Use of Imputed Population-based Cancer Registry Data as a Method of Accounting for Missing Information: Application to Estrogen Receptor Status for Breast Cancer

Abstract
The National Cancer Institute's Surveillance, Epidemiology, and End Results (SEER) Program provides a rich source of data stratified according to tumor biomarkers that play an important role in cancer surveillance research. These data are useful for analyzing trends in cancer incidence and survival. These tumor markers, however, are often prone to missing observations. To address the problem of missing data, the authors employed sequential regression multivariate imputation for breast cancer variables, with a particular focus on estrogen receptor status, using data from 13 SEER registries covering the period 1992–2007. In this paper, they present an approach to accounting for missing information through the creation of imputed data sets that can be analyzed using existing software (e.g., SEER*Stat) developed for analyzing cancer registry data.
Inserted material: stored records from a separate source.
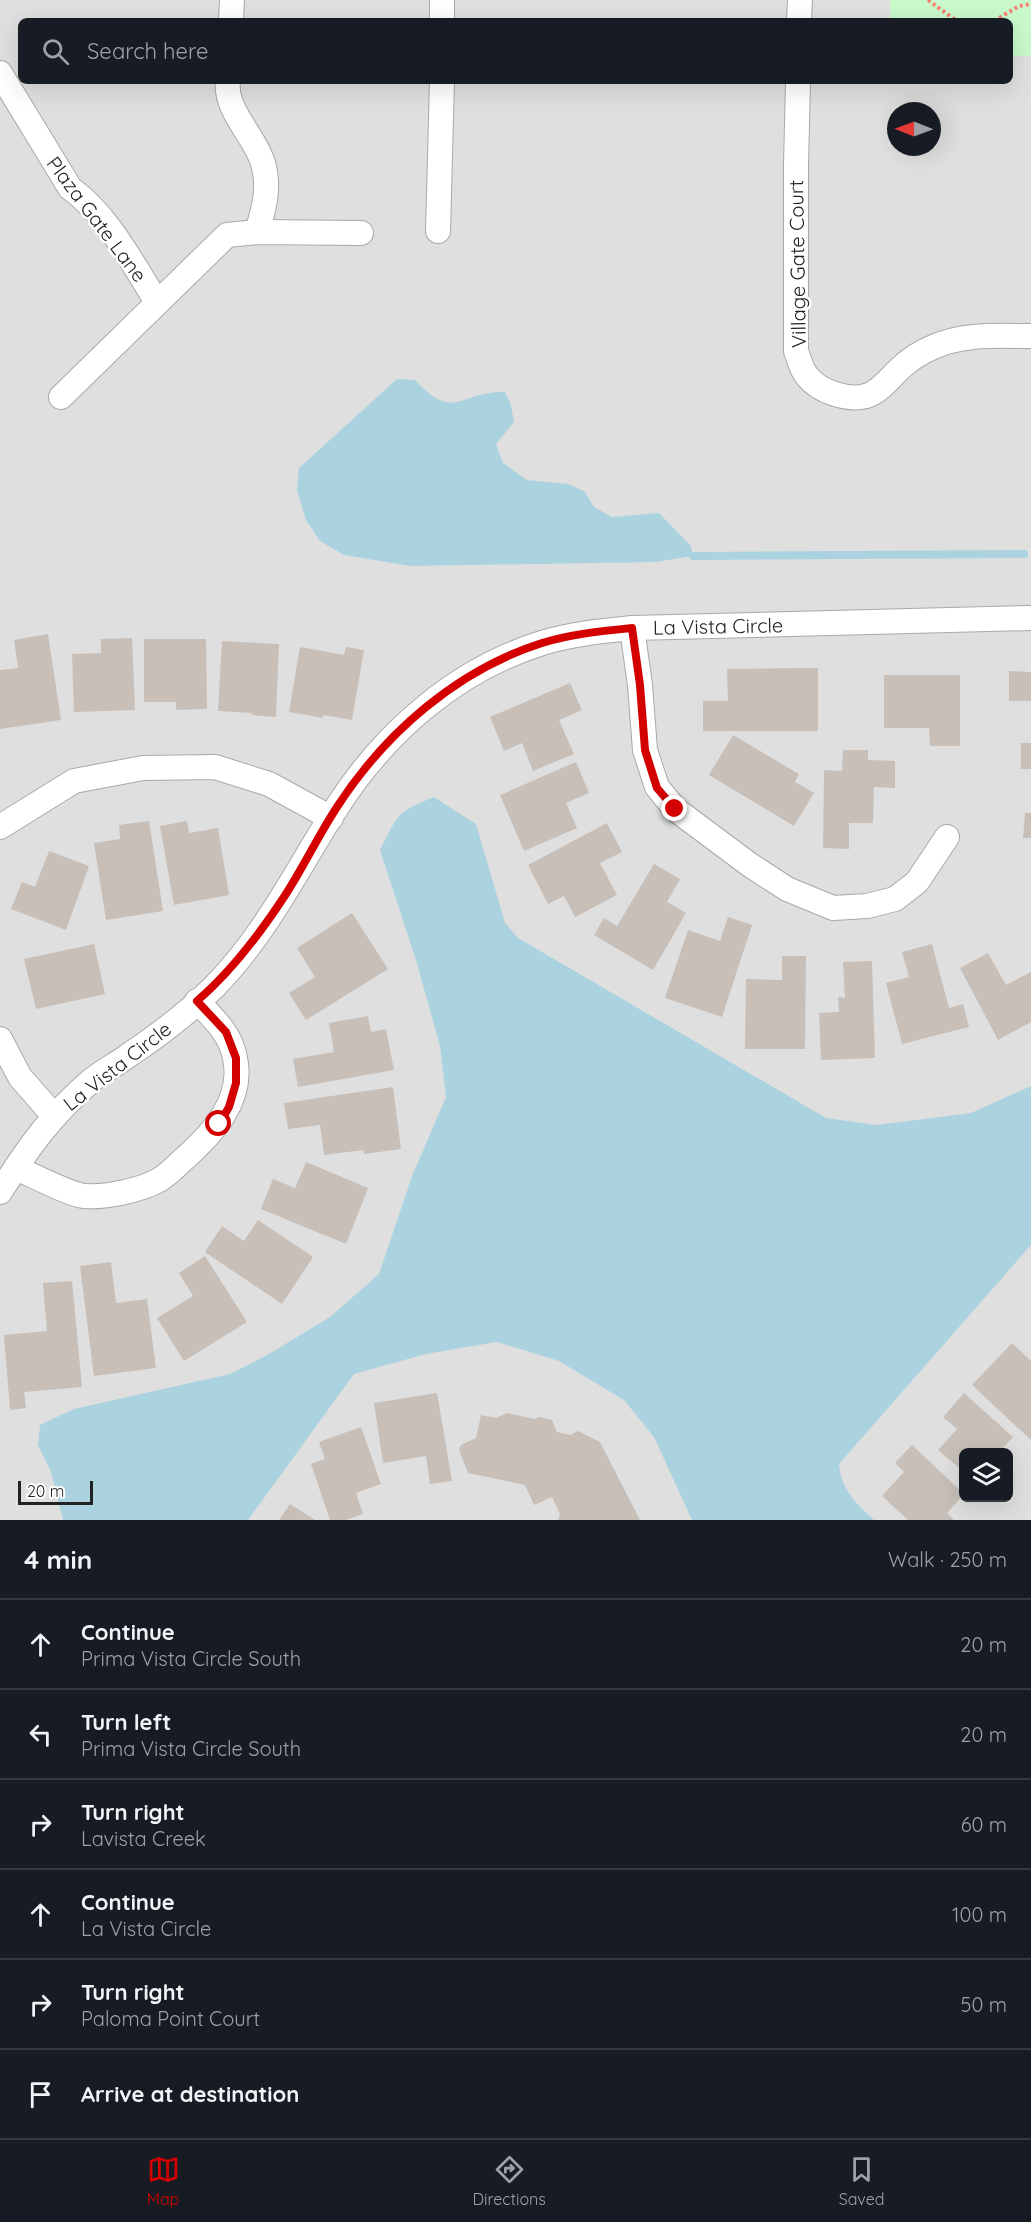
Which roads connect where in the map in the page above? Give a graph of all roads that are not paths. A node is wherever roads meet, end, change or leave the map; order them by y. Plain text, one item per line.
1 (232, 0) edge
2 (442, 0) edge
3 (800, 0) edge
4 (231, 18) edge
5 (442, 18) edge
6 (799, 18) edge
7 (0, 73) edge
8 (228, 84) edge
9 (442, 84) edge
10 (798, 84) edge
11 (438, 231) dead end
12 (257, 232) junction
13 (361, 233) dead end
14 (157, 302) junction
15 (1031, 336) edge
16 (61, 397) dead end
17 (1031, 618) edge
18 (632, 628) junction
19 (331, 818) junction
20 (0, 826) edge
21 (947, 837) dead end
22 (197, 1001) junction
23 (0, 1039) edge
24 (54, 1116) junction
25 (16, 1168) junction
26 (0, 1192) edge

1 - 4 street
2 - 5 street
3 - 6 street
7 - 14 street, Plaza Gate Lane
8 - 12 street
9 - 11 street
10 - 15 street, Village Gate Court
12 - 13 street
12 - 14 street
14 - 16 street
17 - 18 street, La Vista Circle
18 - 19 street, La Vista Circle
18 - 21 street
19 - 20 street
19 - 22 street, La Vista Circle
22 - 24 street, La Vista Circle
22 - 25 street
23 - 24 street
24 - 25 street, La Vista Circle
25 - 26 street, La Vista Circle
Bias in age-adjusted trends in female breast cancer incidence is shown graphically before and after imputation of estrogen receptor status, stratified by age and race. The imputed data set will be made available in SEER*Stat (http://seer.cancer.gov/analysis/index.html) to facilitate accurate estimation of breast cancer incidence trends. To ensure that the imputed data set is used correctly, the authors provide detailed, step-by-step instructions for conducting analyses. This is the first time that a nationally representative, population-based cancer registry data set has been imputed and made available to researchers for conducting a variety of analyses of breast cancer incidence trends.